To learn what kind of aspects an app exposes, just open the AppleScript Editor and choose the menu File → Open Dictionary, and choose an app.
Now, it's rather hard to use features of an app which the app does not expose via any of these methods. You still have a few workaround.
UI Scripting. This is done by sending Apple Events to a headless app called System Events which is one of the core program in OS X. This way, you can programmatically emulate clicking a button, choosing a menu, etc. of another app. So, almost whatever you can do using GUI with another app can be done programmatically from another app.
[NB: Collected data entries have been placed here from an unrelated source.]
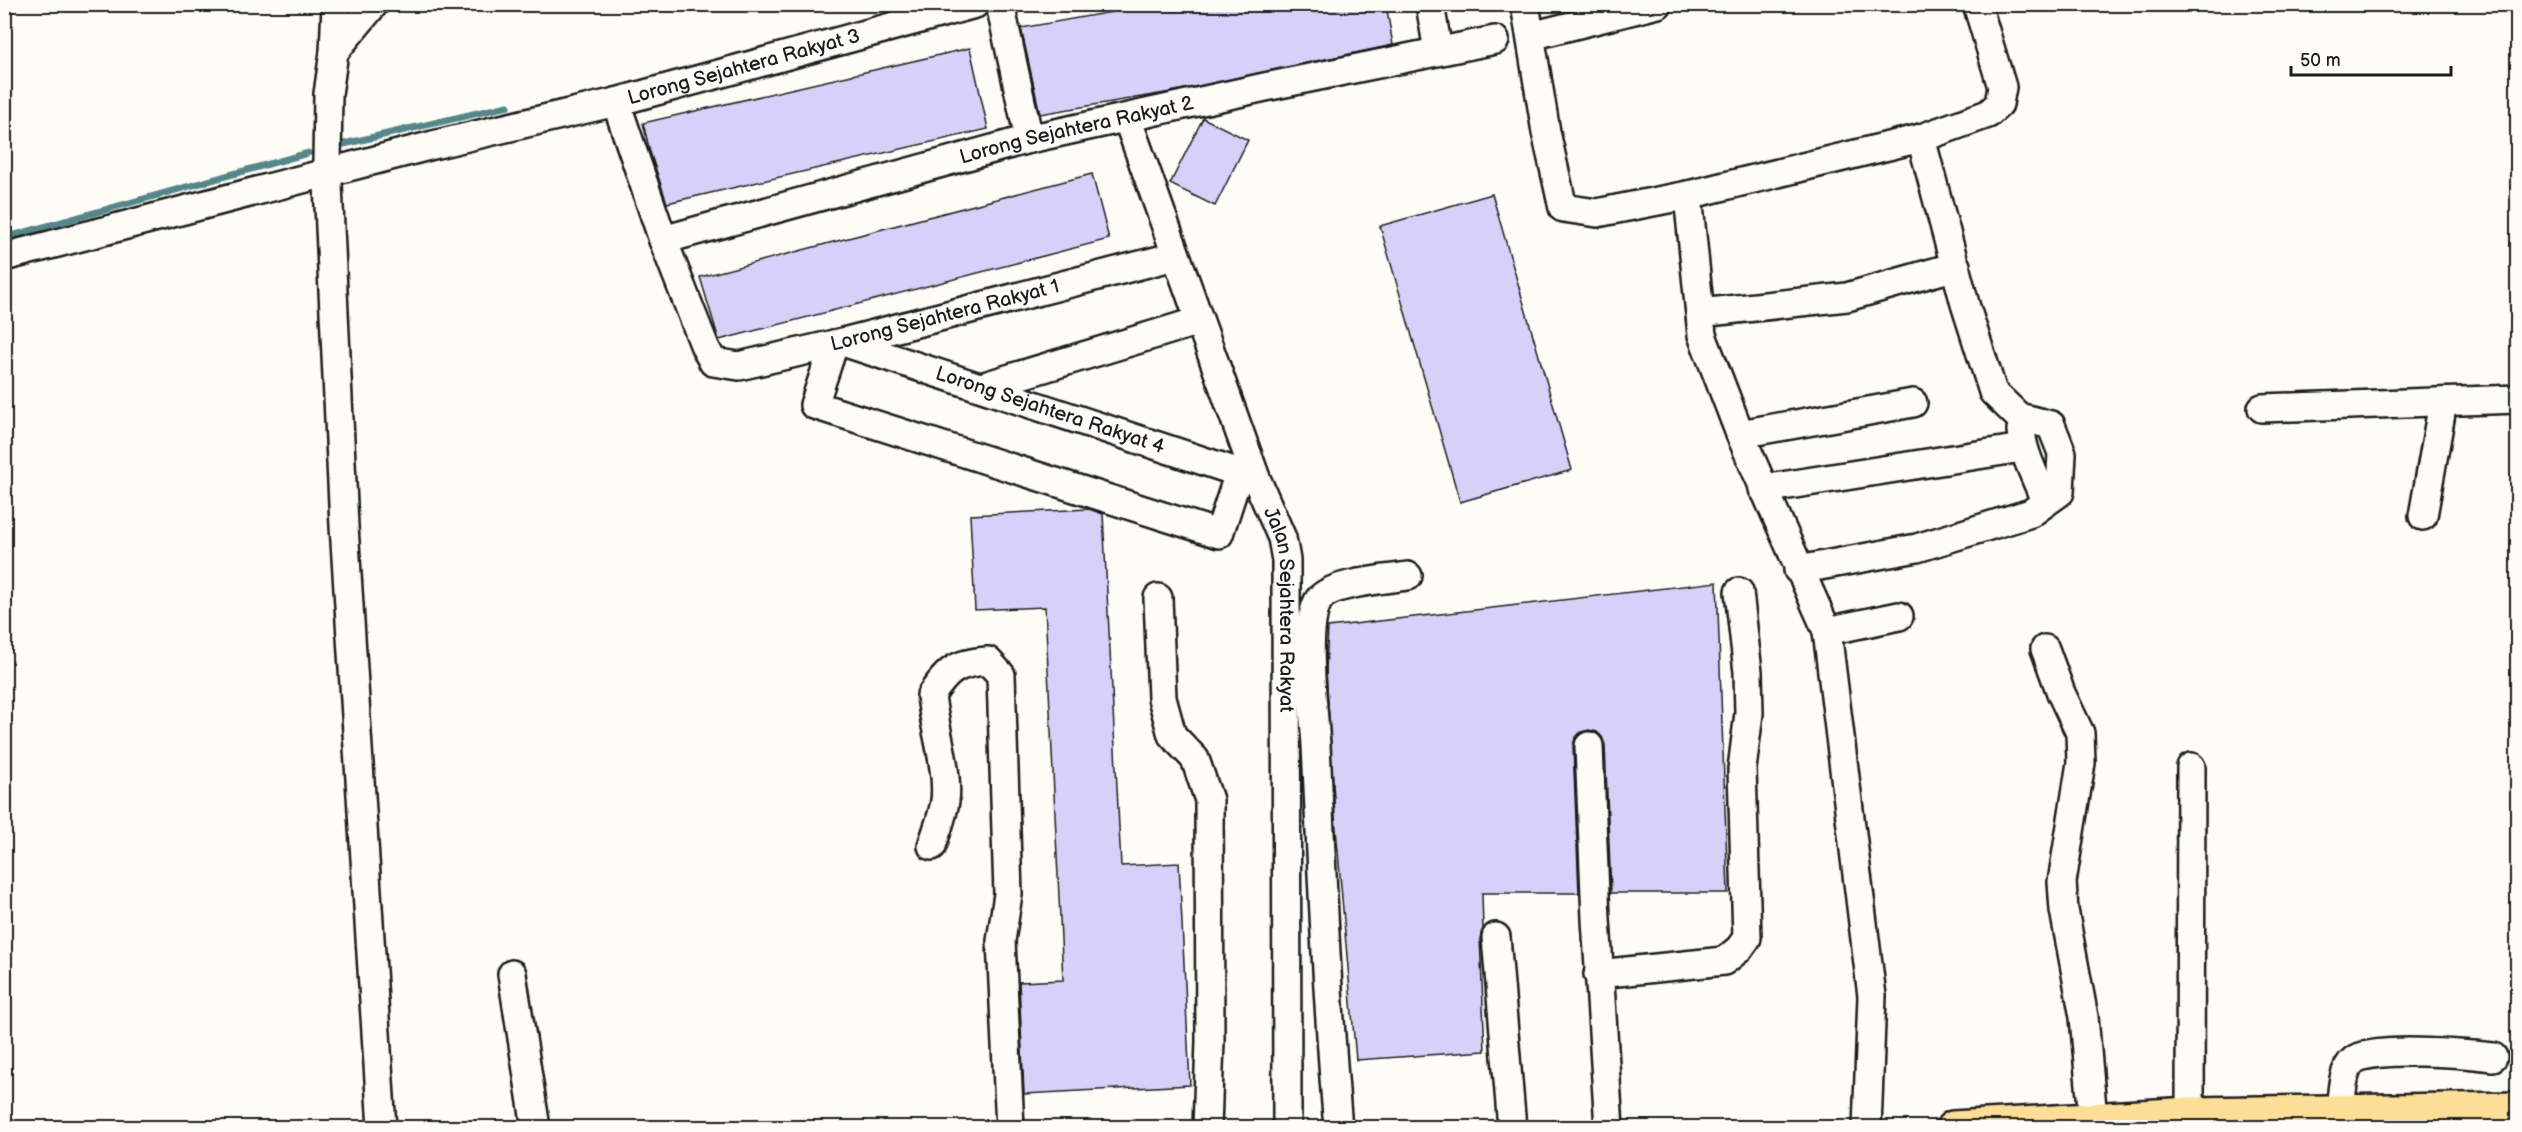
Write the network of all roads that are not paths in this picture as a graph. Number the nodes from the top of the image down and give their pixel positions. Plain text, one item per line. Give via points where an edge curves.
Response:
1 (336, 4) edge
2 (374, 4) edge
3 (975, 4) edge
4 (1000, 4) edge
5 (1430, 4) edge
6 (1525, 4) edge
7 (1658, 4) edge
8 (1977, 4) edge
9 (1531, 36) junction
10 (1495, 40) dead end
11 (1438, 51) junction
12 (334, 52) junction
13 (616, 102) junction
14 (1127, 118) junction
15 (1921, 138) junction
16 (1029, 139) junction
17 (328, 173) junction
18 (1688, 195) junction
19 (663, 240) junction
20 (1175, 256) junction
21 (4, 257) edge
22 (1956, 266) junction
23 (1700, 313) junction
24 (1199, 321) junction
25 (839, 343) junction
26 (981, 387) junction
27 (2517, 399) edge
28 (2443, 402) junction
29 (1913, 404) dead end
30 (2262, 408) dead end
31 (2019, 417) junction
32 (1740, 434) junction
33 (2022, 448) junction
34 (1248, 475) junction
35 (1763, 489) junction
36 (2045, 502) junction
37 (2423, 516) dead end
38 (1798, 570) junction
39 (1408, 576) dead end
40 (1740, 592) dead end
41 (1158, 598) dead end
42 (1899, 616) dead end
43 (1827, 631) junction
44 (2045, 650) dead end
45 (1589, 746) dead end
46 (2191, 768) dead end
47 (932, 846) dead end
48 (1496, 937) dead end
49 (512, 974) dead end
50 (1598, 974) junction
51 (2493, 1057) dead end
52 (2517, 1109) edge
53 (2340, 1113) junction
54 (2093, 1119) junction
55 (2211, 1119) edge
56 (382, 1128) edge
57 (536, 1128) edge
58 (1010, 1128) edge
59 (1207, 1128) edge
60 (1287, 1128) edge
61 (1338, 1128) edge
62 (1512, 1128) edge
63 (1609, 1128) edge
64 (1867, 1128) edge
65 (1953, 1128) edge

1 - 12 street
2 - 12 street
3 - 13 street, Lorong Sejahtera Rakyat 3
4 - 16 street
5 - 11 street
6 - 9 street
7 - 9 street
8 - 15 street via 2002,87 1999,104 1988,114
9 - 18 street via 1563,208 1597,213
10 - 11 street, Lorong Sejahtera Rakyat 2
11 - 14 street, Lorong Sejahtera Rakyat 2
12 - 17 street via 328,94
13 - 17 street, Lorong Sejahtera Rakyat 3
13 - 19 street
14 - 16 street, Lorong Sejahtera Rakyat 2
14 - 20 street, Jalan Sejahtera Rakyat
15 - 18 street
15 - 22 street
16 - 19 street, Lorong Sejahtera Rakyat 2
17 - 21 street, Lorong Sejahtera Rakyat 3
17 - 56 street via 346,550
18 - 23 street
19 - 25 street, Lorong Sejahtera Rakyat 1 via 713,362 739,366
20 - 24 street, Jalan Sejahtera Rakyat
20 - 25 street, Lorong Sejahtera Rakyat 1
22 - 23 street via 1847,297
22 - 31 street via 1993,392
23 - 32 street via 1702,335
24 - 26 street
24 - 34 street, Jalan Sejahtera Rakyat
25 - 26 street, Lorong Sejahtera Rakyat 4
25 - 34 street via 814,405 1219,534
26 - 34 street, Lorong Sejahtera Rakyat 4
27 - 28 street
28 - 30 street
28 - 37 street
29 - 32 street
31 - 33 street
31 - 36 street via 2051,425 2062,453 2060,492
32 - 35 street
33 - 35 street
33 - 36 street
34 - 60 street, Jalan Sejahtera Rakyat via 1281,538 1286,560
35 - 38 street
36 - 38 street via 2031,513 1917,548
38 - 43 street
39 - 61 street via 1344,585 1320,598 1312,615
40 - 50 street via 1749,712 1742,769 1747,938 1724,961
41 - 59 street via 1162,698 1172,735 1195,759 1209,800
42 - 43 street
43 - 64 street via 1872,996
44 - 54 street via 2079,734 2080,763 2062,882 2085,1017
45 - 50 street
46 - 55 street
47 - 58 street via 945,802 946,776 931,695 943,677 965,662 988,661 1001,675 1008,894 1001,941
48 - 62 street
49 - 57 street
50 - 63 street
51 - 53 street via 2434,1052 2363,1055 2352,1061 2345,1076
52 - 53 main road
53 - 55 main road
54 - 55 main road
54 - 65 main road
To see the hierarchy of UI objects accessible from UI scripting, use a utility which comes with XCode tools, at
/Developer/Applications/Utilites/Accessibility Tools/Accessibility Inspector.app
This is very rudimentary but does the job; if you regularly use UI scripting, consider obtaining UI browser, as Zygmunt suggests.
Finally, if you want to use a non-GUI non-exposed feature of another app, you can inject a code into another app.
Just expanding on Yuji's answer. If you were forced to go the UI scripting path, there's a nice application to analyze the interface - hxxp://pfiddlesoft.com/uibrowser/. However, the examples you mentioned should expose some APIs.
I might also recommend using Sikuli hxxp://groups.csail.mit.edu/uid/sikuli/ as an IDE to script around user interface robustly.
For some applications usually coming from GNU/Linux there is D-BUS hxxp://en.wikipedia.org/wiki/D-Bus - although I haven't used it on a Mac on my own yet. And let me also quote Wikipedia about Cocoa "It is one of five major APIs available for Mac OS X; the others are Carbon, POSIX (for the BSD environment), X11 and Java." hxxp://en.wikipedia.org/wiki/Cocoa_%28API%29 That's just a loose tip for further exploration as Yuji has already explained Apple events that are key to your question.